What is the number of lines in the following data that contain "Конституции"? Answer with the number alone.

○ ○ ○ ○ ○ ○ ○

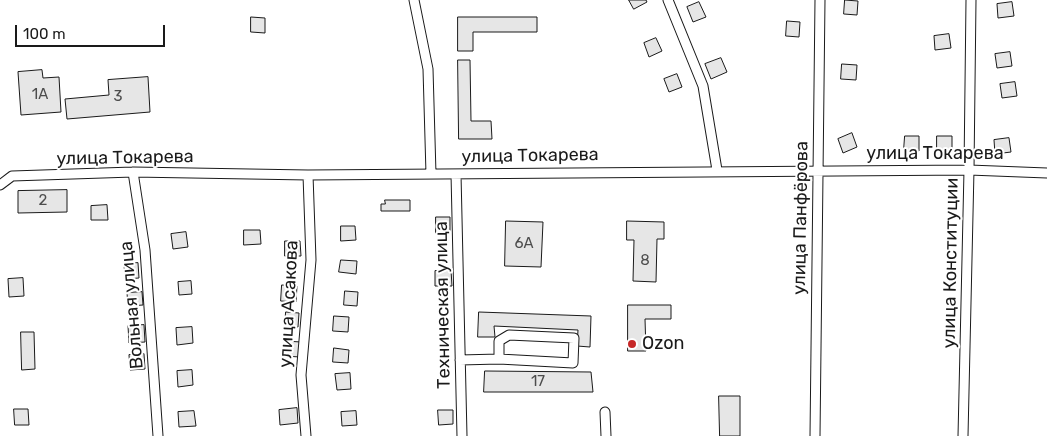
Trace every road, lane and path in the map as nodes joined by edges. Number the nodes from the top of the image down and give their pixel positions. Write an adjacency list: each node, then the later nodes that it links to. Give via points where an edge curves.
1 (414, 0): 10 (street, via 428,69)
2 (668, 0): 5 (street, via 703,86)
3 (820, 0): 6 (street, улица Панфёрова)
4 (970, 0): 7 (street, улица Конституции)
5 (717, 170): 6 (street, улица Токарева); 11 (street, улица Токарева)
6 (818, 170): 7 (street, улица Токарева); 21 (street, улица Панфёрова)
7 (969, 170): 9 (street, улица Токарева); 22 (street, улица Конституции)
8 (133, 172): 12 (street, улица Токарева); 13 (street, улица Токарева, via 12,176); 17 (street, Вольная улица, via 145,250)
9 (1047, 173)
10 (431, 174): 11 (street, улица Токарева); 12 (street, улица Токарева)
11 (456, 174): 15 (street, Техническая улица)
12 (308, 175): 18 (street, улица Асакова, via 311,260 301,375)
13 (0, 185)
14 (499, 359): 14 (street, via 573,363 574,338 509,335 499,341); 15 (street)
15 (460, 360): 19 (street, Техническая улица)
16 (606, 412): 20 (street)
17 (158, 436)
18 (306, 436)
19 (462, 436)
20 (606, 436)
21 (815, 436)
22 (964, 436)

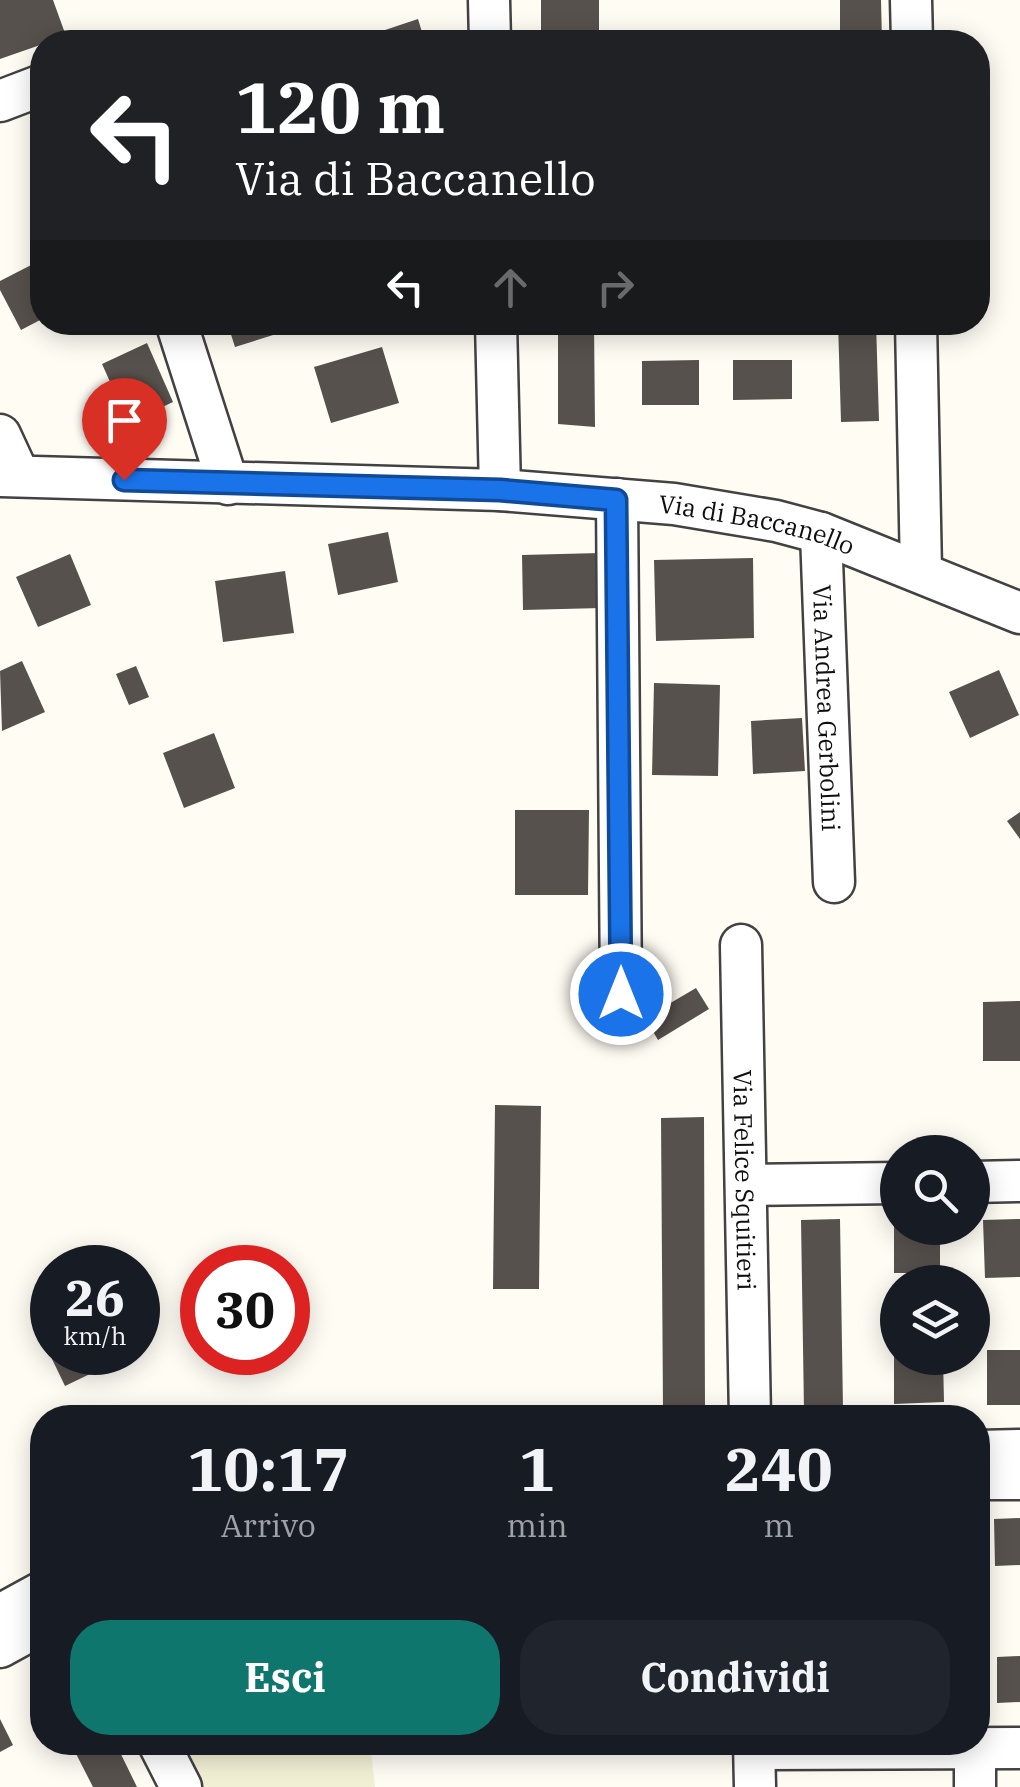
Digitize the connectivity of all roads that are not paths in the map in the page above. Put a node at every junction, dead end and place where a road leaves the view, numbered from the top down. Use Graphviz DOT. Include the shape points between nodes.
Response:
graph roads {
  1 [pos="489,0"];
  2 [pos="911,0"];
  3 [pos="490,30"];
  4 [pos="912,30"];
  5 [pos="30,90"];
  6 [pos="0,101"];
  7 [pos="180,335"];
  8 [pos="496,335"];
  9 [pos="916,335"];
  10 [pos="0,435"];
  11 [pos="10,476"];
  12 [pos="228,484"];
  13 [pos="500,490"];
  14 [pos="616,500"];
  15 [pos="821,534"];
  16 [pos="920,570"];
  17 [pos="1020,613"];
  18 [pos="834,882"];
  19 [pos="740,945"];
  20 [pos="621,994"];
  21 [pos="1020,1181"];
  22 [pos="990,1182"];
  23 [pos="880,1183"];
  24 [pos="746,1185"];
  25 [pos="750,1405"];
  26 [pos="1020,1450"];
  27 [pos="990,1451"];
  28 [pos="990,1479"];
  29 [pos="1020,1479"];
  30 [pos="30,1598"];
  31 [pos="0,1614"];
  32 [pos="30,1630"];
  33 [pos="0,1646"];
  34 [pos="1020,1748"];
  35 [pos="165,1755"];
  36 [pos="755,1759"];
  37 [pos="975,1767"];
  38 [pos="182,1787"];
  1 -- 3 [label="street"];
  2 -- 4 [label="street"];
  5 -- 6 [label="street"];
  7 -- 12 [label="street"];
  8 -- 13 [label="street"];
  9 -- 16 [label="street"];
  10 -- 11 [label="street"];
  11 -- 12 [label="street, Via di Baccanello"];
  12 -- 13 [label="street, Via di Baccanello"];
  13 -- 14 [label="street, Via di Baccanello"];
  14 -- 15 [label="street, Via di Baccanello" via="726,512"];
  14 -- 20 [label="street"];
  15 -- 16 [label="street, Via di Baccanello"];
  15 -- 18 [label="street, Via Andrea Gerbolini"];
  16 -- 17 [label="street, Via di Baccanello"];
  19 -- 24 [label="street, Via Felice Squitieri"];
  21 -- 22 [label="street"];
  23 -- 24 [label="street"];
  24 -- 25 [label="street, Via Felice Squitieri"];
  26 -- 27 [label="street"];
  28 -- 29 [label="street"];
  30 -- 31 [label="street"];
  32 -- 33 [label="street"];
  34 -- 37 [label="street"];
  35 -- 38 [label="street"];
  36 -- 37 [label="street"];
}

○ ○ ○ ○ ○ ○ ○

### Answer space
2